Comme la Loi et le Règlement sont silencieux sur la question, il faut s'en rapporter au droit administratif31. L'appel est essentiellement une voie de réformation en ce sens que le tribunal d'appel peut non seulement annuler la décision qu'aurait dû rendre le décideur initial, mais aussi la modifier. La Cour d'appel a admis que « ces pouvoirs sont considérables32 ».
Il y a toutefois une différence entre l'appel à une cour de justice et l'appel à un tribunal administratif, même si ces deux recours ont des éléments communs. Alors que l'appel à une cour est un appel sur le dossier constitué devant le tribunal de première instance, le second est plutôt « l'examen en première instance des droits des parties », c'est-à-dire un premier procès fait à la décision, comportant enquête quasi judiciaire et audition33. D'autre part, à moins que sa compétence ne soit expressément limitée ou précisée par la Loi, le tribunal administratif d'appel statue non seulement sur le mérite, c'est-à-dire le bien-fondé en fait et en droit de la décision, sa légalité au plan procédural et substantif, mais encore sur la compétence même du premier décideur, en l'occurrence l'agent de la Commission34.

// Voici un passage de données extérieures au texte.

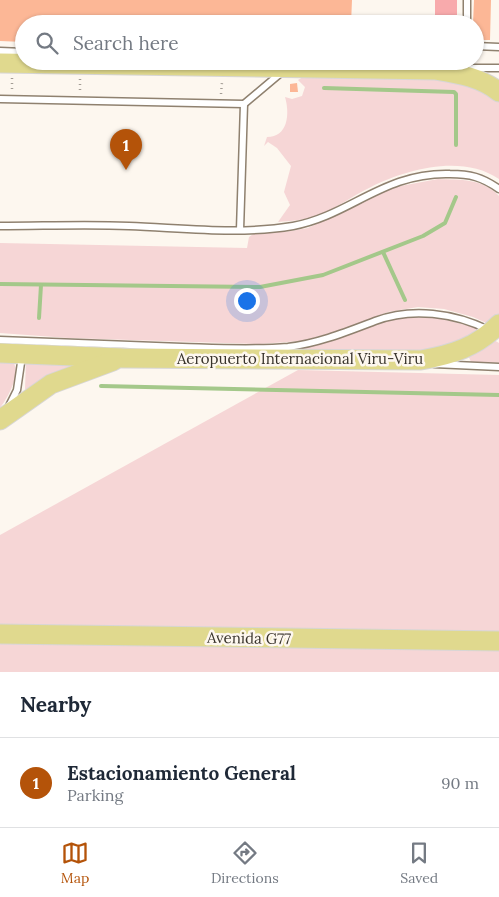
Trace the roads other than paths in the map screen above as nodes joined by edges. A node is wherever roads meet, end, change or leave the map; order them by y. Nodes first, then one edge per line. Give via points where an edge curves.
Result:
1 (467, 0) edge
2 (467, 15) edge
3 (484, 46) edge
4 (499, 47) edge
5 (0, 51) edge
6 (15, 52) edge
7 (0, 63) edge
8 (15, 63) edge
9 (484, 68) edge
10 (499, 68) edge
11 (284, 70) edge
12 (435, 70) edge
13 (466, 70) edge
14 (454, 73) junction
15 (499, 92) edge
16 (0, 99) edge
17 (244, 104) junction
18 (499, 189) edge
19 (0, 226) edge
20 (240, 230) junction
21 (497, 330) edge
22 (0, 340) edge
23 (22, 347) junction
24 (0, 353) edge
25 (122, 358) junction
26 (421, 360) junction
27 (499, 367) edge
28 (0, 420) edge
29 (0, 634) edge
30 (499, 642) edge

1 - 2 lane
3 - 4 lane
5 - 6 lane
7 - 8 main road
9 - 10 lane
11 - 17 lane
12 - 14 main road
13 - 14 lane
14 - 15 main road via 470,76
16 - 17 lane
17 - 20 lane
18 - 20 lane via 476,175 437,173 388,184 338,210 293,226
19 - 20 lane
21 - 23 lane via 431,313 403,314 376,320 321,341 288,347
21 - 26 main road, Aeropuerto Internacional Viru-Viru via 466,349
22 - 23 lane
23 - 24 main road, Aeropuerto Internacional Viru-Viru
23 - 25 main road, Aeropuerto Internacional Viru-Viru
23 - 28 lane via 16,390
25 - 26 main road, Aeropuerto Internacional Viru-Viru
25 - 28 main road, Aeropuerto Internacional Viru-Viru via 51,384
26 - 27 lane via 438,366
29 - 30 main road, Avenida G77

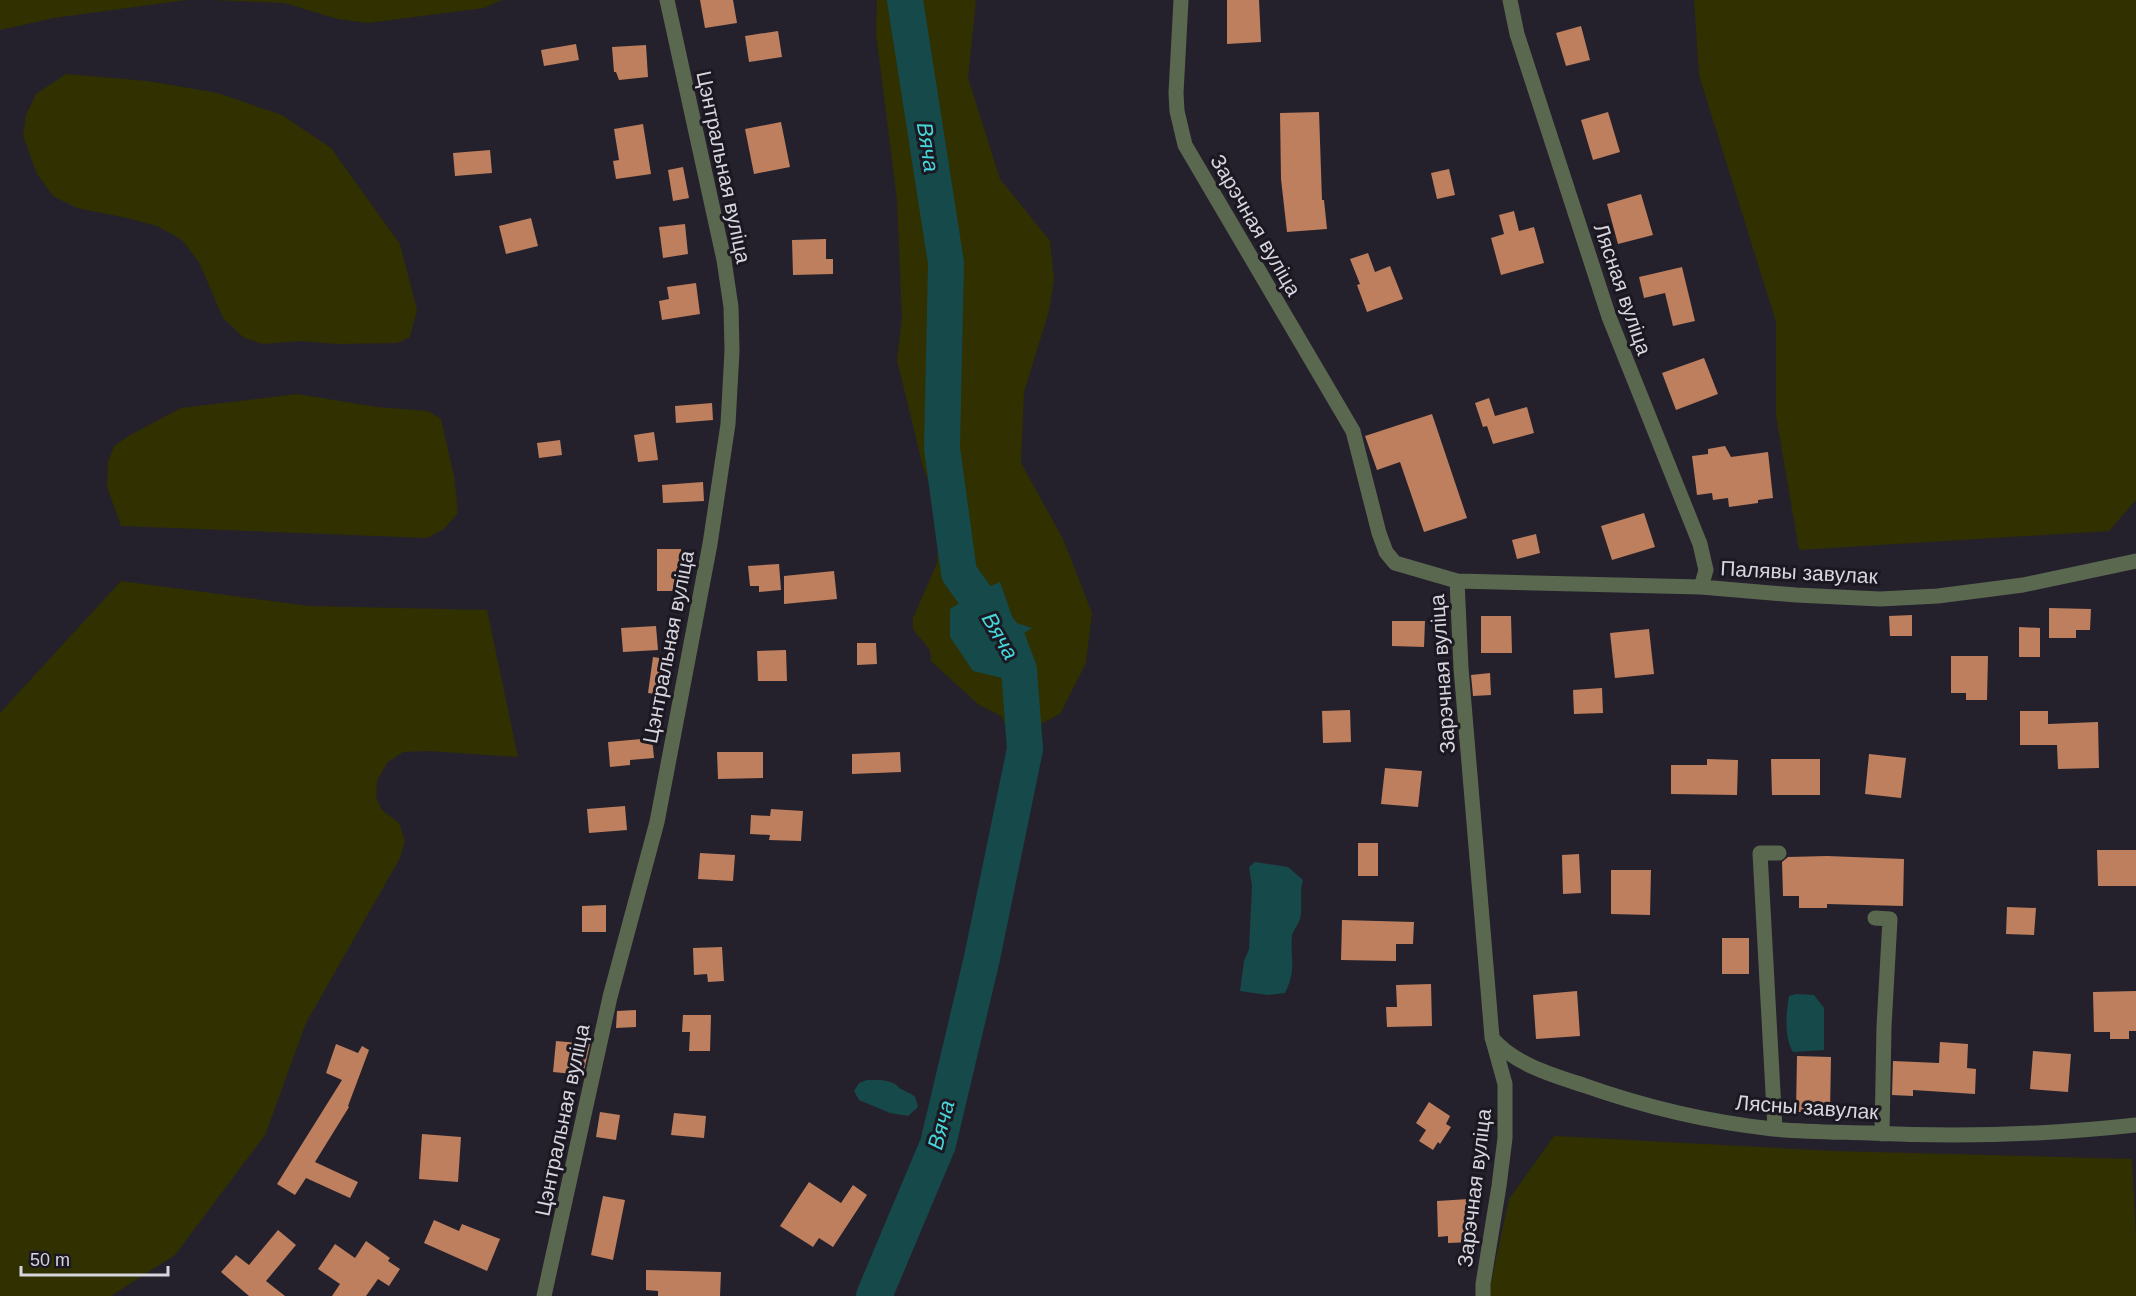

Comme tribunal d'appel, le conseil est régi par des règles de saisine, précisées ici expressément par la Loi: il s'agit suivant le cas, du prestataire, de l'employeur ou de toute autre personne faisant l'objet d'une décision appelable. Le conseil ne peut donc se saisir lui-même d'une affaire, ce qui n'est pas le cas pour la révision prévue à l'article 120 de la Loi, où le conseil peut réviser sa propre décision, comme nous le verrons plus loin. Si l'appel n'est pas régulièrement formé, le conseil doit donc le rejeter.
De surcroît, le conseil, comme tout tribunal, est régi par la règle de l'ultra petita, c'est-à-dire le principe suivant lequel un tribunal ne peut statuer sur des questions qui ne lui sont pas soumises ou accorder un remède qui ne lui est pas demandé : « l'ordre public exige que le débat soit limité à ce qui est demandé35 »; il s'agit du principe de l'ultra petita. Par conséquent, le conseil n'a pas à statuer sur une question qui ne fait pas partie du litige36, ou dont il n'est pas saisi37, ou dont n'a pas traité la Commission38.
L'article 82 du Règlement donne au président d'un conseil un pouvoir qu'ont peu de tribunaux d'appel et qui ne doit pas être utilisé pour contourner le principe de l'ultra petita. Le président peut, avant que le conseil n'ait statué, « renvoyer toute question afférente à une demande de prestation à la Commission pour qu'elle fasse enquête et rapport ». Cette disposition illustre le caractère partiellement inquisitoire de la justice administrative, comme nous le verrons plus loin.